[Task goal] Lines below that hold the word "Nalley" must be copied in full.

[Data entries]
________
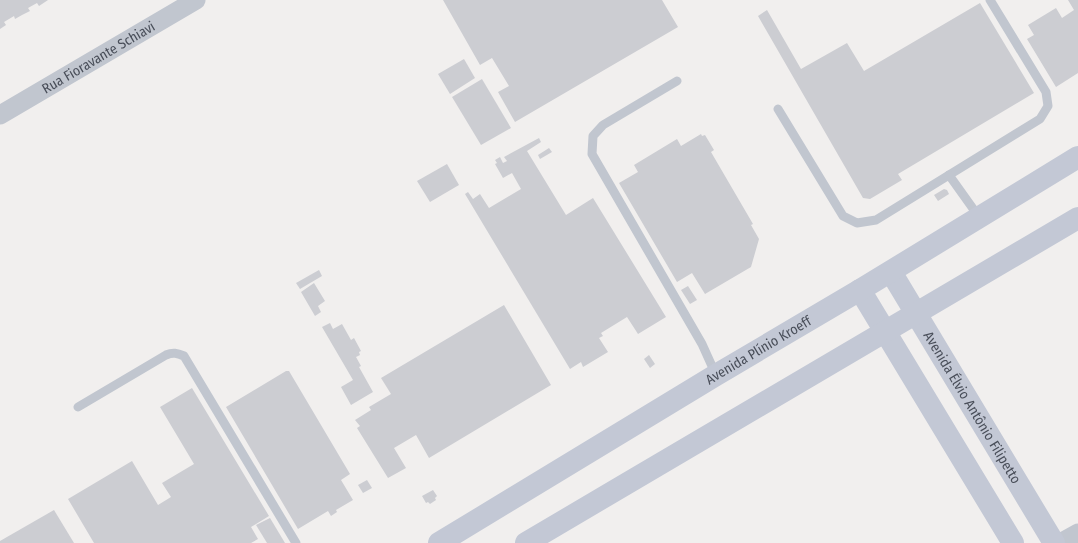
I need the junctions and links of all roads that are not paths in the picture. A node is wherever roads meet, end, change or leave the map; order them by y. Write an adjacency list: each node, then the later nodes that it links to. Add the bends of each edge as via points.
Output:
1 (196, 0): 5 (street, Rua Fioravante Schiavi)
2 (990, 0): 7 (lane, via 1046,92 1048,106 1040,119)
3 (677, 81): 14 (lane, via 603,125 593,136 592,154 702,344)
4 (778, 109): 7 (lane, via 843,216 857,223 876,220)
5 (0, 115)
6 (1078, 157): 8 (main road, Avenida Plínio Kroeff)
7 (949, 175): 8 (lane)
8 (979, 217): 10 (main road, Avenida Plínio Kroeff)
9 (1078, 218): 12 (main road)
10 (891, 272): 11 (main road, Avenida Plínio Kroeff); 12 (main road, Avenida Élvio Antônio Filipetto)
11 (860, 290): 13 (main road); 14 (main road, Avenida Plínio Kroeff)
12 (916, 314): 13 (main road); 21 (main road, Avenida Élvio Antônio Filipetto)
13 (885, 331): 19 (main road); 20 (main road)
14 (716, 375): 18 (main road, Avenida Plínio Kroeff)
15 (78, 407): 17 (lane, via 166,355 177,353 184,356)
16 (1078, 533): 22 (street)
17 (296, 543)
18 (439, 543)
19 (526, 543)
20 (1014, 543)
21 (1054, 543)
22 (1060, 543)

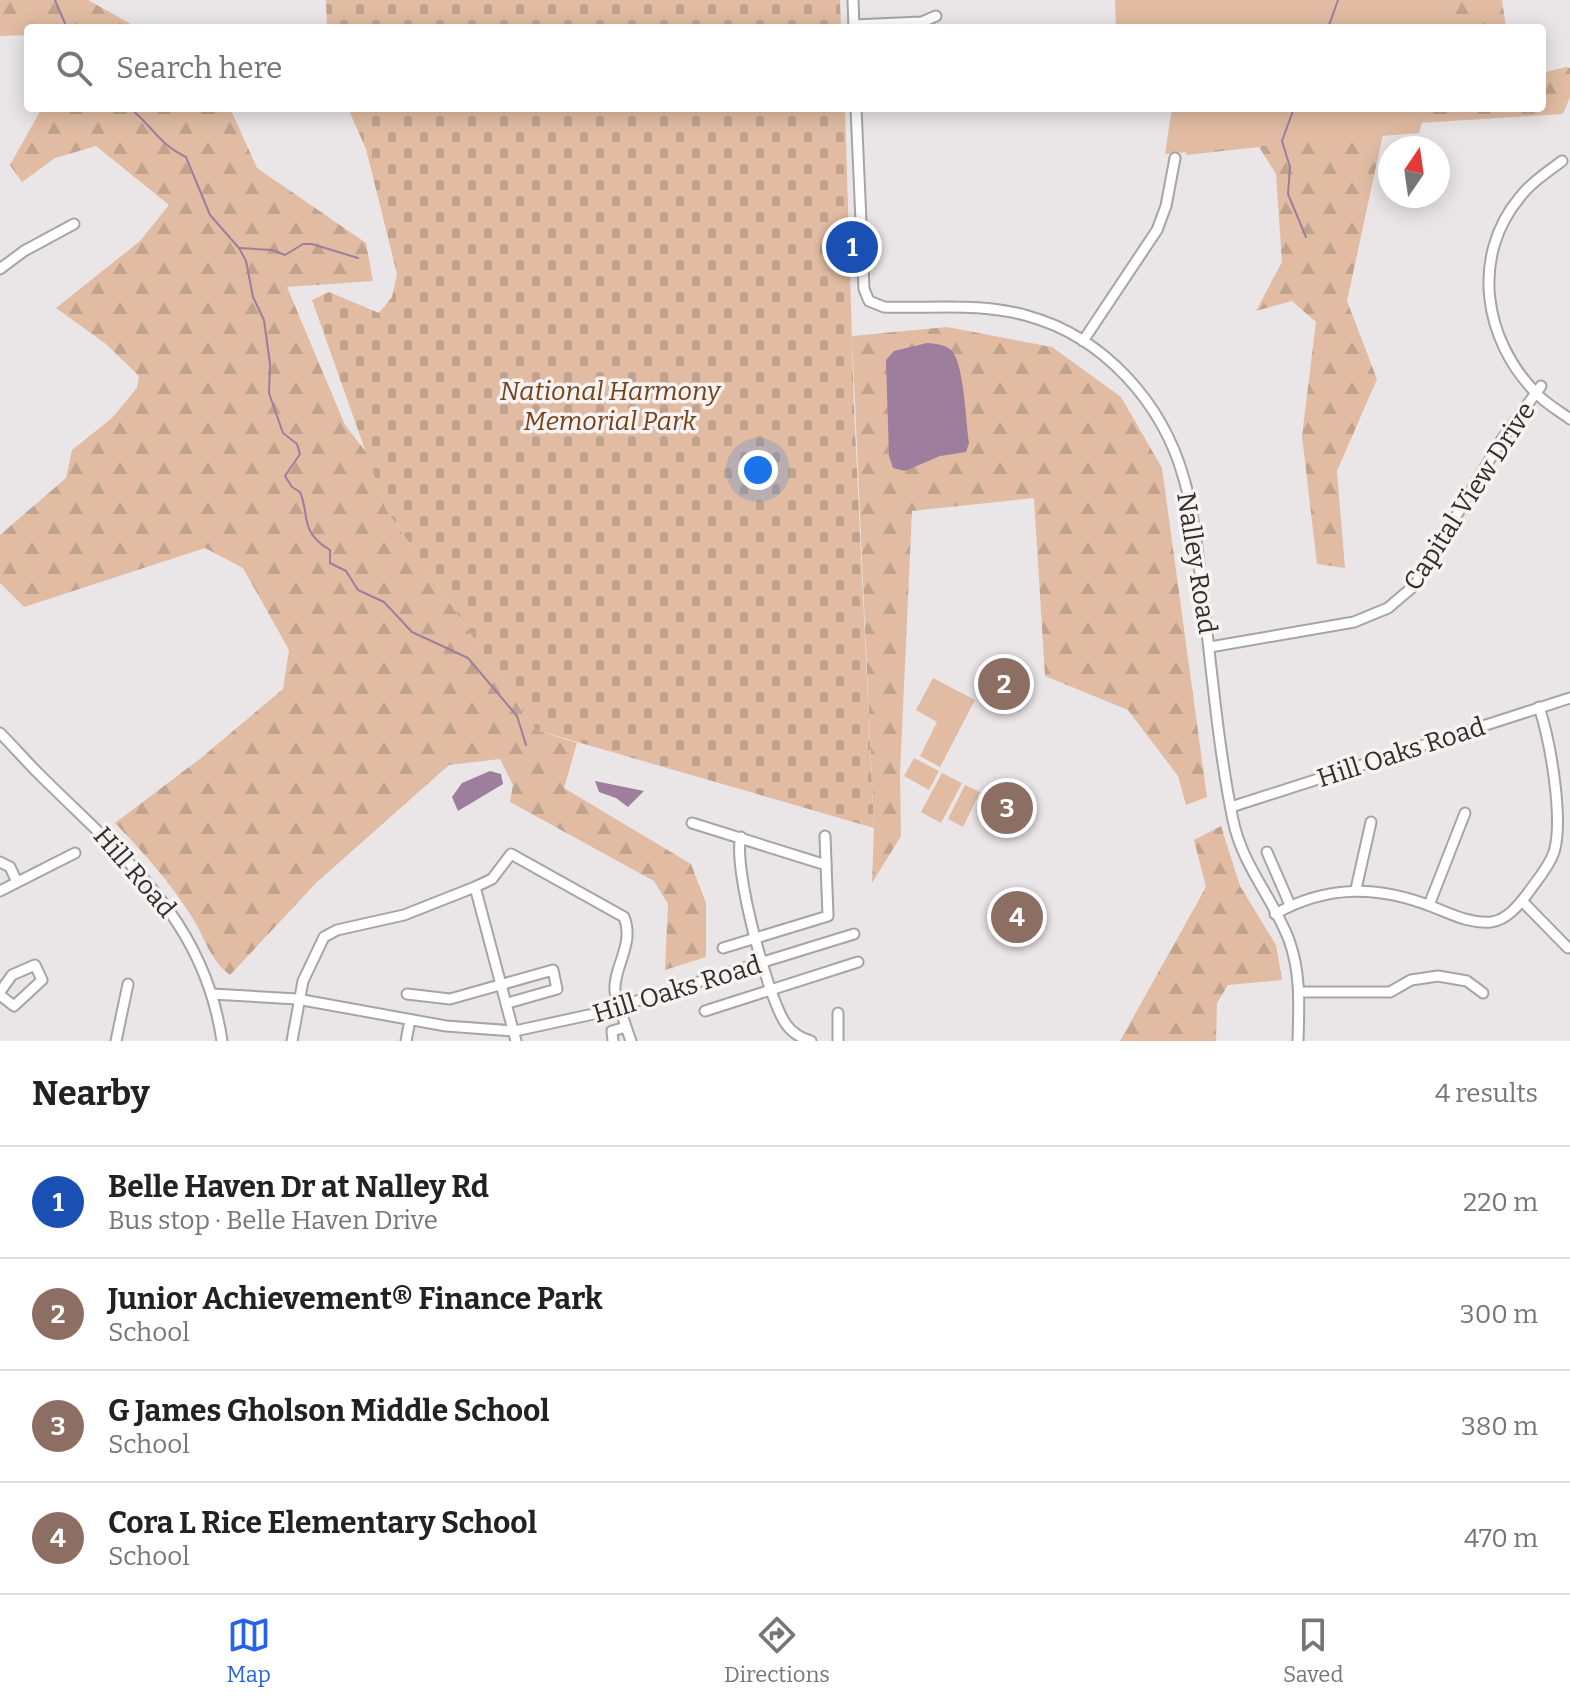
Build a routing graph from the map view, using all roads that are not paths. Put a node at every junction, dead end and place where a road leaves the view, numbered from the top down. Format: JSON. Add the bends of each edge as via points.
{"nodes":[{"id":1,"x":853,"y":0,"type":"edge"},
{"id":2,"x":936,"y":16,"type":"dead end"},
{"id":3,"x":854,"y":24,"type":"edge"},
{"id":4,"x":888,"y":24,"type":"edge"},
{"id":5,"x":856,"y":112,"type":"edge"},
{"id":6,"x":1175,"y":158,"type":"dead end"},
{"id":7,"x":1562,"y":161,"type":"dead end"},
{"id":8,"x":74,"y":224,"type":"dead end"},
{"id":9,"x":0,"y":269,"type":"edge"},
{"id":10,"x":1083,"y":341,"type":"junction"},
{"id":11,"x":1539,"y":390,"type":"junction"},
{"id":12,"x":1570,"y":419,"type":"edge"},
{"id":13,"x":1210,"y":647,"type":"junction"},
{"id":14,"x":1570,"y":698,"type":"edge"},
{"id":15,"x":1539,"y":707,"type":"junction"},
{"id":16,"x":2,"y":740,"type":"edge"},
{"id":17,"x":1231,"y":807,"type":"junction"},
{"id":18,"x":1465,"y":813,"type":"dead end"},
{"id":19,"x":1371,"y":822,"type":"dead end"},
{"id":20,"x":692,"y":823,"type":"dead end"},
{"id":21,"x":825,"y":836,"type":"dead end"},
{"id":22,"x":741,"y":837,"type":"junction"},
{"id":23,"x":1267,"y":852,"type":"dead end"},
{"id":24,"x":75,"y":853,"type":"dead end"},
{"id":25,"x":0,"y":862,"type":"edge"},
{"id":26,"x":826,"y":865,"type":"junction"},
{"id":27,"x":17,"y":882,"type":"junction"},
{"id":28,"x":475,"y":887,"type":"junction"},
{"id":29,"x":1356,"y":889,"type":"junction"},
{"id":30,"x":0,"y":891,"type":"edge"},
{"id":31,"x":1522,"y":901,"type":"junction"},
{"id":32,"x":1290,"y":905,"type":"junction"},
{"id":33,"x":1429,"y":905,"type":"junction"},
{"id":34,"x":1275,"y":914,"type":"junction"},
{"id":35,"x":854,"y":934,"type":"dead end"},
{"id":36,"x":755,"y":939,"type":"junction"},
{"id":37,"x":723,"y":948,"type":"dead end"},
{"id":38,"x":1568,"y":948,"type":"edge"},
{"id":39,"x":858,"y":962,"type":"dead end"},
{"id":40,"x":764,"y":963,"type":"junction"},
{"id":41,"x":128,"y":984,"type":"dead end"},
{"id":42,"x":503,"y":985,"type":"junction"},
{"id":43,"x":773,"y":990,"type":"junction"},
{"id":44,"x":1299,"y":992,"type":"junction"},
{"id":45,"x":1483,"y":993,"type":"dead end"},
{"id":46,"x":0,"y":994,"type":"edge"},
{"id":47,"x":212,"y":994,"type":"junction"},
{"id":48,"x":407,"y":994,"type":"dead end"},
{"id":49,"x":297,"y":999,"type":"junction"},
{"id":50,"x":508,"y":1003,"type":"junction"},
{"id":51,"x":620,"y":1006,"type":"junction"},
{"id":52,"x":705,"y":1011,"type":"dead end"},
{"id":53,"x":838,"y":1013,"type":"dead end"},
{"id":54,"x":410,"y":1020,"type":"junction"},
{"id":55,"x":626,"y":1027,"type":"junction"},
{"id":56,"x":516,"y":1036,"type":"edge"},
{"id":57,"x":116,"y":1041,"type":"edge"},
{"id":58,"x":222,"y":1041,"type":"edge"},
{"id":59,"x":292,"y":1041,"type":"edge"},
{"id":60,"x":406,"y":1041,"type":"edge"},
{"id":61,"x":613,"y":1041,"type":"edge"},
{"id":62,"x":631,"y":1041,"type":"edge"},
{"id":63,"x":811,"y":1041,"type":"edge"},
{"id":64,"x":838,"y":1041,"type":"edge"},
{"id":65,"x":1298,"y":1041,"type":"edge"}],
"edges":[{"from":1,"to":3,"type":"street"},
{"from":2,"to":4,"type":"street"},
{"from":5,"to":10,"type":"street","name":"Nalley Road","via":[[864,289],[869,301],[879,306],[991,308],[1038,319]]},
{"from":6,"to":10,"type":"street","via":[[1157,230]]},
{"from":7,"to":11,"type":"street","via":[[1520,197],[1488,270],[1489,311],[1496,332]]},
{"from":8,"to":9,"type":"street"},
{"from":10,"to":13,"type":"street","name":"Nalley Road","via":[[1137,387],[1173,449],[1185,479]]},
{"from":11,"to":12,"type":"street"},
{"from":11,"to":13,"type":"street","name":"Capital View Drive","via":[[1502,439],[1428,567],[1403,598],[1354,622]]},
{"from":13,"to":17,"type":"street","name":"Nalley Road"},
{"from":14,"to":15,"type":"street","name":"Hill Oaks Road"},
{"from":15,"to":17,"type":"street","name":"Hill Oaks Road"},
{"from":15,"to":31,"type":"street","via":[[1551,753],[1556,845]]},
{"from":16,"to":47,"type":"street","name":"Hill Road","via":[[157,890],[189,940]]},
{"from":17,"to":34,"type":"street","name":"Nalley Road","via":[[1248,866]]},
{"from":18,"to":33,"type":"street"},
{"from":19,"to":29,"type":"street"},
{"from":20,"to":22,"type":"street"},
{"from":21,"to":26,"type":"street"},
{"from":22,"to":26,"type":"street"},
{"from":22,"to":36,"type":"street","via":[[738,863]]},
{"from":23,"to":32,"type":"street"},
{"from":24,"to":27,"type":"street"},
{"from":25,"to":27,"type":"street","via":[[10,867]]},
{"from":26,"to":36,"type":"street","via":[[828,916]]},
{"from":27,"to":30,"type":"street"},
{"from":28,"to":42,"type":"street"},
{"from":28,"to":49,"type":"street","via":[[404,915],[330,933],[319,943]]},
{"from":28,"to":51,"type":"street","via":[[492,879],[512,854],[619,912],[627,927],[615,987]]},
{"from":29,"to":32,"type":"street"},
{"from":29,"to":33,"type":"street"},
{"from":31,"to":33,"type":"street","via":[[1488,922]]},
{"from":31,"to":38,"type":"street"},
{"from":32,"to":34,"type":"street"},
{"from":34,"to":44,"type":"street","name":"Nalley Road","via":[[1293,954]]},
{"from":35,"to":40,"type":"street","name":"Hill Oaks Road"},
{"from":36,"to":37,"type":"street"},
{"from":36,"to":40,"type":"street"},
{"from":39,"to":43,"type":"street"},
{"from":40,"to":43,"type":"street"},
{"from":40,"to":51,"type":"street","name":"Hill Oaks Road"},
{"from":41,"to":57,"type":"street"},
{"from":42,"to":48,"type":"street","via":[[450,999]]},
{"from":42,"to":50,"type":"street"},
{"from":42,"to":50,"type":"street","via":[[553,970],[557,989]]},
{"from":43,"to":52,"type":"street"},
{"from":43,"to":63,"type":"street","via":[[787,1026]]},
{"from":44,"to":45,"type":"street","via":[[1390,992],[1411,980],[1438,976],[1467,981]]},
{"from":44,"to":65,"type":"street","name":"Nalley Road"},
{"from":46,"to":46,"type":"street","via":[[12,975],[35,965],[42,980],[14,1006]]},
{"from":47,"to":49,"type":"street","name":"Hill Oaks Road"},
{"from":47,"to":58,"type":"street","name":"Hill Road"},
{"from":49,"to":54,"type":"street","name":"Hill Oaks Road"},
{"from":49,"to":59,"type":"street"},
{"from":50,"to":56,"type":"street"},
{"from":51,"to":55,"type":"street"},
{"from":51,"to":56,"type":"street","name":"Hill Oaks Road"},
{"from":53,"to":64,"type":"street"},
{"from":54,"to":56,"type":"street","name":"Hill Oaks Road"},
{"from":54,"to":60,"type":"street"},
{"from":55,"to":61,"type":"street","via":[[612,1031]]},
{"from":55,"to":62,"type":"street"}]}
________
[Answer section]
{"from":5,"to":10,"type":"street","name":"Nalley Road","via":[[864,289],[869,301],[879,306],[991,308],[1038,319]]},
{"from":10,"to":13,"type":"street","name":"Nalley Road","via":[[1137,387],[1173,449],[1185,479]]},
{"from":13,"to":17,"type":"street","name":"Nalley Road"},
{"from":17,"to":34,"type":"street","name":"Nalley Road","via":[[1248,866]]},
{"from":34,"to":44,"type":"street","name":"Nalley Road","via":[[1293,954]]},
{"from":44,"to":65,"type":"street","name":"Nalley Road"},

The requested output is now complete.